Itupun tidak jadi masalah yang besar. Lain kali adik harus berhati-hati saat berjalan di dekat
kendaraan yang sedang melintas agar kejadian ini tidak terulang lagi, kamu harus lebih hati-
hati dik..”. Ucap pengendara itu mengingatkan Gama dan Raka.
“Saya minta maaf kak, saya tadi kurang hati-hati saat berjalan karena mata saya perih terkena
asap kendaraan. Saya akan lebih berhati-hati, maafkan saya kak”. Gama dan Raka pun
meminta maaf dengan suara yang terdengar gemetar.
“Ya sudah, sebaiknya adik pulang ke rumah ya.
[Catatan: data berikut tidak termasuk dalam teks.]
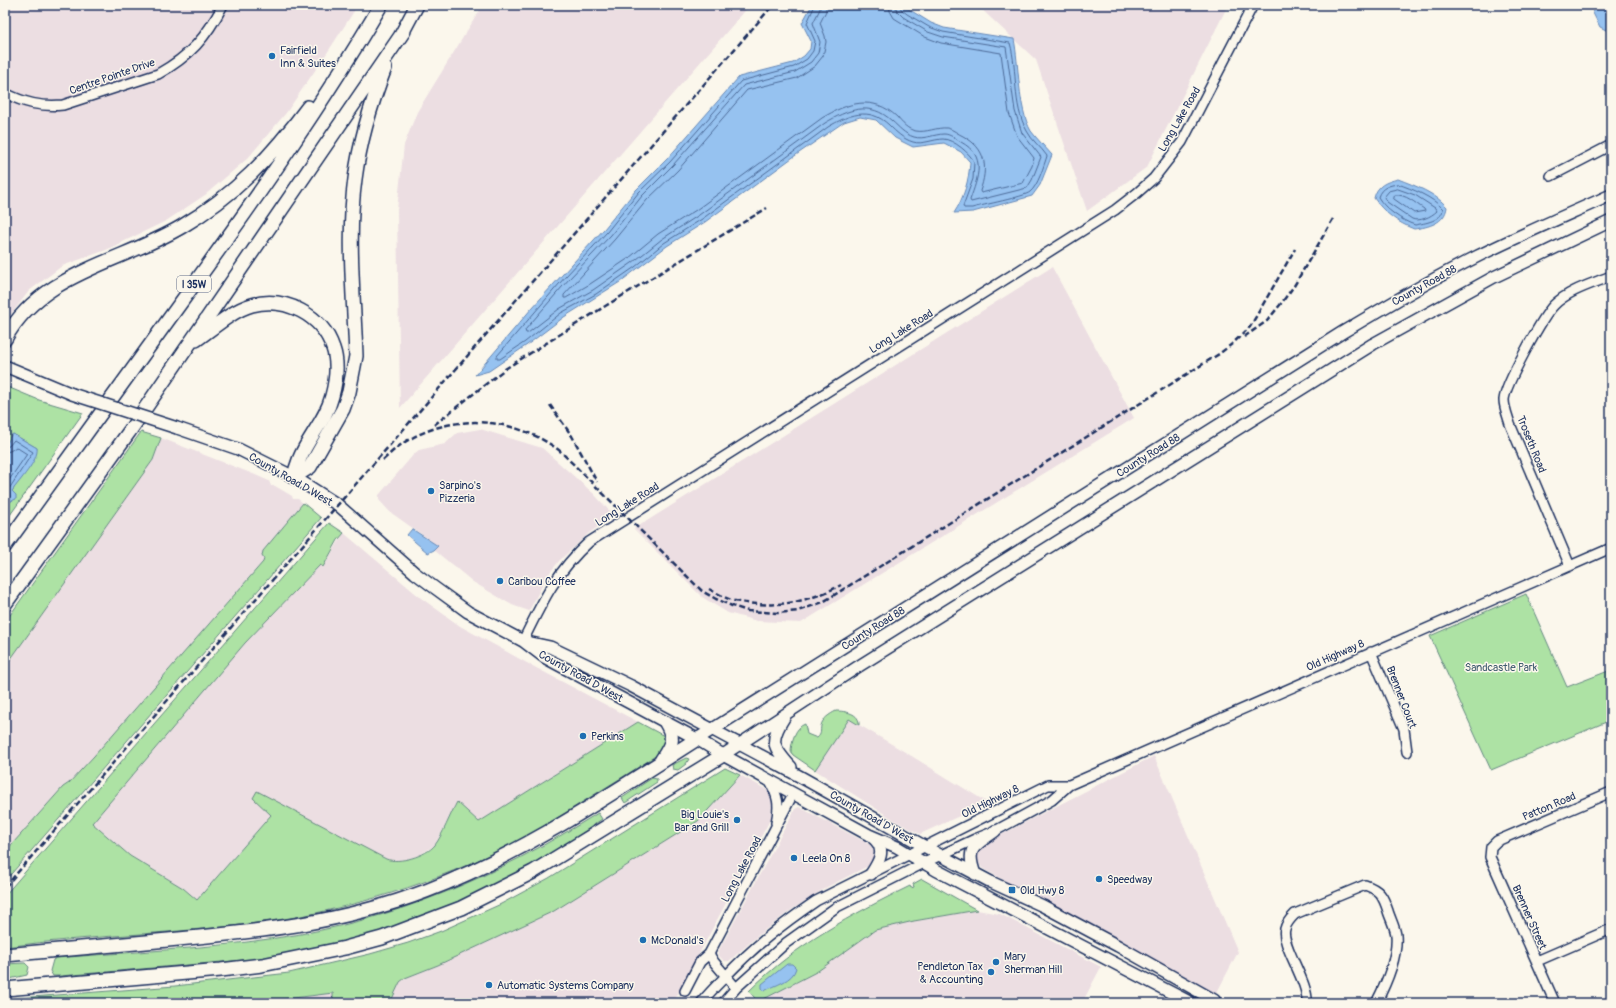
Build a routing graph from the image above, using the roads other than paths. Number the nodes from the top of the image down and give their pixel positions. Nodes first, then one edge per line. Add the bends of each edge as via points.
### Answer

Adik obati dulu kaki yang memar itu sambil
beristirahat karena hari pun sudah hampir magrib. Kamu jangan menangis lagi, kakak sudah
memaafkan kamu. Sekarang kamu pulang ya jangan melanjutkan berjualan lagi dengan kaki
yang sudah membiru karena memar”. Pinta si pengendara sepeda motor itu.
“Terima kasih banyak kak, kami akan langsung pulang ke rumah sebelum adzan magrib”.
Jawab Raka sembari berjalan dengan memegangi tangan Gama.

Dengan kaki yang masih terasa sakit, mereka pun kembali ke rumah. Saat sampai di
rumah orang tua Gama terkejut melihat anaknya berjalan dengan pincang dan langsung
bertanya pada Raka.
“Ya ampun nak, kaki kamu kenapa..? kamu terjatuh di mana nak?”. Suara ibu Gama
terdengar sangat khawatir pada anaknya.
“Tidak apa-apa ibu, Gama hanya terjatuh dan kakinya mengenai aspal. Hanya sedikit memar.
Untung saja orang-orang tadi menolong kami..”. Sahut Raka yang masih memegangi tangan
Gama.

Sang ibu pun langsung mengobati kaki Gama dengan membalutkan kain dan
memberi obat agar memar itu tidak semakin membiru. Tubuh Gama bersandar di kursi depan
rumah sederhananya. Ia membayangkan betapa lelahnya ia berjualan hari ini. Uang hasil
jualannya bersama Raka sudah diberikan ke kios Pak Rudi. Sisanya dibagi dua dengan
sahabatnya Raka. Ia terus membayangkan kejadian yang baru saja menimpanya itu.
“Aku harus berhati-hati lain kali..”. Gumamnya dalam hati.